Male sterility has a cruel face: that of sperm samples that under the microscope look like deserts of cellular debris. No movement, no life, no future. At least until today. Because the same type of artificial intelligence that we use to explore distant galaxies is now scanning these microscopic deserts and finding what no technician had been able to see.
A technology born for the stars that restores hope on Earth, an hour of AI analysis against years of failed human research. Isn't it poetic?
When Astronomy Meets Human Sterility
Zev Williams and his team of Columbia University Fertility Center they spent five years developing something incredible. STAR (Sperm Tracking and Recovery) uses the same algorithms that astrophysicists use to spot new stars in the vast cosmos.
“If you can look at a sky full of billions of stars and find a new one, maybe you can use the same approach to look through billions of cells and find the specific one you're looking for,” Williams explains in an interview with TIME.

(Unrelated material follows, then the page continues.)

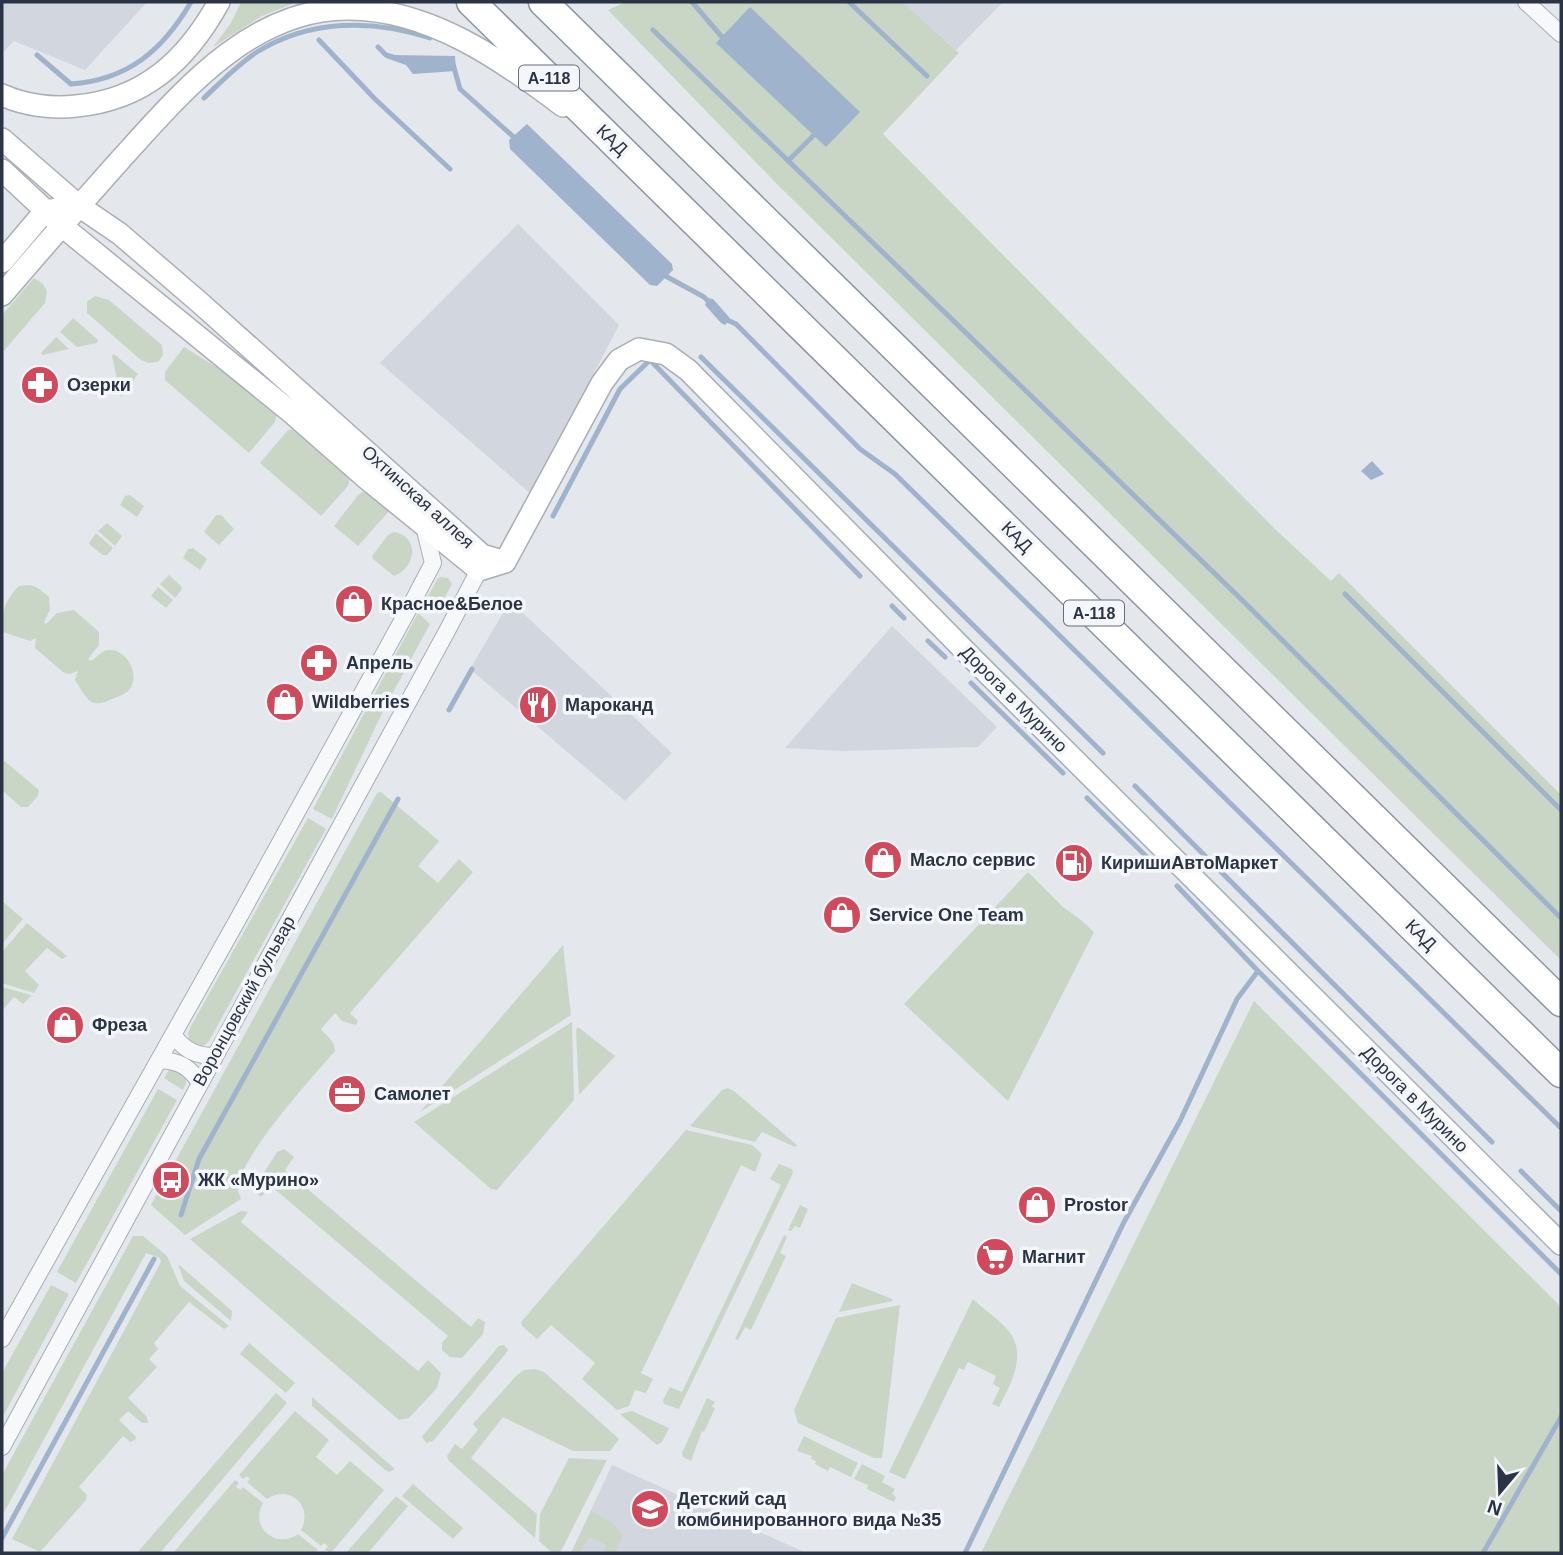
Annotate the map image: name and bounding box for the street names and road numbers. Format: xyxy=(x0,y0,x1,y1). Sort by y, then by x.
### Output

How does it work - A high-speed camera captures more than 8 million images of a semen sample in less than an hour. Artificial intelligence analyzes each frame, distinguishing cellular debris from the precious sperm hiding among the biological debris. When it finds a useful cell, a robot extracts it in milliseconds., preserving it for assisted fertilization.

The couple who challenged the impossible
Rosie (name changed to protect privacy) and her husband represent the human face of this technological revolution. Eighteen years of trying, fifteen failed IVF cycles, trips to clinics around the world. The diagnosis was clear and brutal: azoospermia, total absence of detectable spermatozoa in the seminal fluid. A condition that affects approximately 10-15% of men with infertility problems, often considered a final verdict.
In March 2025, STAR analyzed a sample from Rosie's husband and found three viable sperm. Three. Enough to fertilize the eggs and give life to the first embryo conceived with this technology.
“It took me two days to believe I was actually pregnant,” Rosie told CNN. “I still wake up in the morning and have a hard time believing it.”
Male Sterility: The Desert That Hides the Oasis
Azoospermia is one of the most severe forms of male infertility. While a milliliter of normal semen contains between 15 and 200 million sperm, men with this condition have zero detectable sperm. At least that's how it seemed until today.. Experienced lab technicians can spend days examining samples under the microscope and find nothing usable.
“A patient provided a sample, and highly trained technicians searched for two days and found no sperm,” Williams says. “We ran the same sample through the STAR system. In one hour, it found 44 sperm.” The comparison is unsparing: where the human eye gives up after forty-eight hours, artificial intelligence finds dozens of viable cells in sixty minutes.
Technology that changes the rules of the game
STAR is not only fast, it is also gentle. Traditional methods of sperm detection often use dyes, lasers or centrifugation that can damage the cells, making them unusable. The Columbia system avoids all these aggressive processes., using only optical imaging and microfluidics to isolate cells without damaging them.
The entire process costs about $3.000, a fraction of the costly, often unsuccessful surgical procedures to remove a testicle. STAR is currently available only at Columbia University, but Williams and his team are working to share the technology with other fertility clinics.
The future of the fight against sterility
Come I was underlining in this article, research against infertility is making great strides. STAR represents one of those moments in which the most advanced technology meets the most ancient human need: procreation.
Not all experts are completely convinced. Gianpiero Palermo, a pioneer of sperm microinjection, warns that some men may still not have recoverable sperm. But Williams is optimistic:
“With our method, many men who were told they had no chance of having a biological child now do.”
Rosie's story is just the beginning. A couple who waited eighteen years is now expecting their first child. Infertility, at least in some cases, is no longer a life sentence. It's just a problem waiting for the right technology to solve it.